Outlandish cooperative worker Polly Robbins said: “Running as a cooperative embeds our values in our legal structure. Firstly, it facilitates each member of the co-op to have agency over the work we do and how we do it, we share responsibility for our collective success.

“Secondly, it helps us to have a positive social impact as we vote on how to reinvest our surplus to support other projects that use technology to make the world a fairer, better place.”

Speaking to Wired, co-founder Harry Robins said: “Other organisations make money by providing good services. We’re genuinely trying to solve the problems and make things better.”

Outlandish has a team of 20 co-owners and “collaborators” focused on apps that “challenge the status quo”, according to its CoTech page.

 

Small Axe

Small Axe, co-op
An advertising campaign that Small Axe worked on

London-based co-op Small Axe describes itself as a fusion of a tech start-up, creative agency and political consultancy that puts itself against establishment politics.

Part of the CoTech network, the campaigning start-up has worked with Green Party MP Caroline Lucas, the Refugees Welcome campaign and the National Union of Teachers.

It also worked on social media and branding for the Progressive Alliance election campaign.

Small Axe is run as a co-operative through a private limited company without share capital.

 

Stocksy

Stocksy

Founded in 2012, Stocksy is a stock image and video library running as a co-op out of Victoria, British Columbia.

The Canadian firm says it has now paid out $20m (£15m) to artists on the service, who all receive a portion of their content’s selling price and a share of the company.

According to the company, it has more than 100 clients on the Fortune 500 list of the biggest US businesses.

Stocksy VP of product Nuno Silva said: “Since day one, we have championed the platform co-op model as the best way forward for innovative tech companies looking to make a difference.

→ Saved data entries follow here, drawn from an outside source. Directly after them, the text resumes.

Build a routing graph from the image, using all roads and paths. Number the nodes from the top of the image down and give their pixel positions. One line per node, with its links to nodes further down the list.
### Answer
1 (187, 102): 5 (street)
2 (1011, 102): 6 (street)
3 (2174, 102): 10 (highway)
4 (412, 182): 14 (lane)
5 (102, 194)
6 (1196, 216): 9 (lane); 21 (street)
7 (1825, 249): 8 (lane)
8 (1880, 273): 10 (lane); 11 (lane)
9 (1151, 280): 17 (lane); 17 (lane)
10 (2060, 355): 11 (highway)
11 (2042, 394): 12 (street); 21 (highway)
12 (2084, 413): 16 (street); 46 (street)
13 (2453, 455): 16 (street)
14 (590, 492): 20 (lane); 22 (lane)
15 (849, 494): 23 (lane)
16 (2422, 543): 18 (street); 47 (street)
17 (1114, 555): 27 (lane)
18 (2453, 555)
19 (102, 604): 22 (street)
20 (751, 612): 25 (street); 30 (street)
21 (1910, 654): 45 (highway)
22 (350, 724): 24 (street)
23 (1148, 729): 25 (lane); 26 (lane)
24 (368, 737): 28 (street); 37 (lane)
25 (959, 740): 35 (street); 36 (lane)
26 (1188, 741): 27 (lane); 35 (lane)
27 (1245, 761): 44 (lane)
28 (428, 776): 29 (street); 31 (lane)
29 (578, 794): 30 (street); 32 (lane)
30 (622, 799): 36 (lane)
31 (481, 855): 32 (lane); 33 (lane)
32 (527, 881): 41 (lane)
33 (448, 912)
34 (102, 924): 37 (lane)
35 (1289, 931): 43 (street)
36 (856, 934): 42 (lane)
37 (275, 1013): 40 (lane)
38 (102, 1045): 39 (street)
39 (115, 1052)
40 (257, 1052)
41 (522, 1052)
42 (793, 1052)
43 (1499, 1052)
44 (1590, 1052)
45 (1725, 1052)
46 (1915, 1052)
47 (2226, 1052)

“In order for this model to work effectively, you need to trust your product, focus on human curation over AI and listen to – and incorporate – the voices of your members, allowing them the opportunity to contribute to the innovation of the business.

“The platform co-op model is a solution to the ethical dilemmas many tech start-ups are looking to avoid.”

There are 53 team members working in five countries listed on the Stocksy website.

The co-op also has 975 photographers and cinematographers for voting members.

 

Up & Go

The Up & Go Difference from Up & Go on Vimeo.

 

Based in the United States, Up & Go connects New Yorkers with cleaners working for co-operatives through its website.

Unlike other service apps, Up & Go does not take a hefty chunk off payments for its own ends.

Instead, the co-operative pays all cleaners 95% of service fees while taking just 5% for the costs of making the booking.

It is even estimated that Up & Go cleaners make around $5 (£3.75) more an hour that their peers.

The banking giant Barclays is one backer of the start-up, alongside a network of other New York City co-operatives.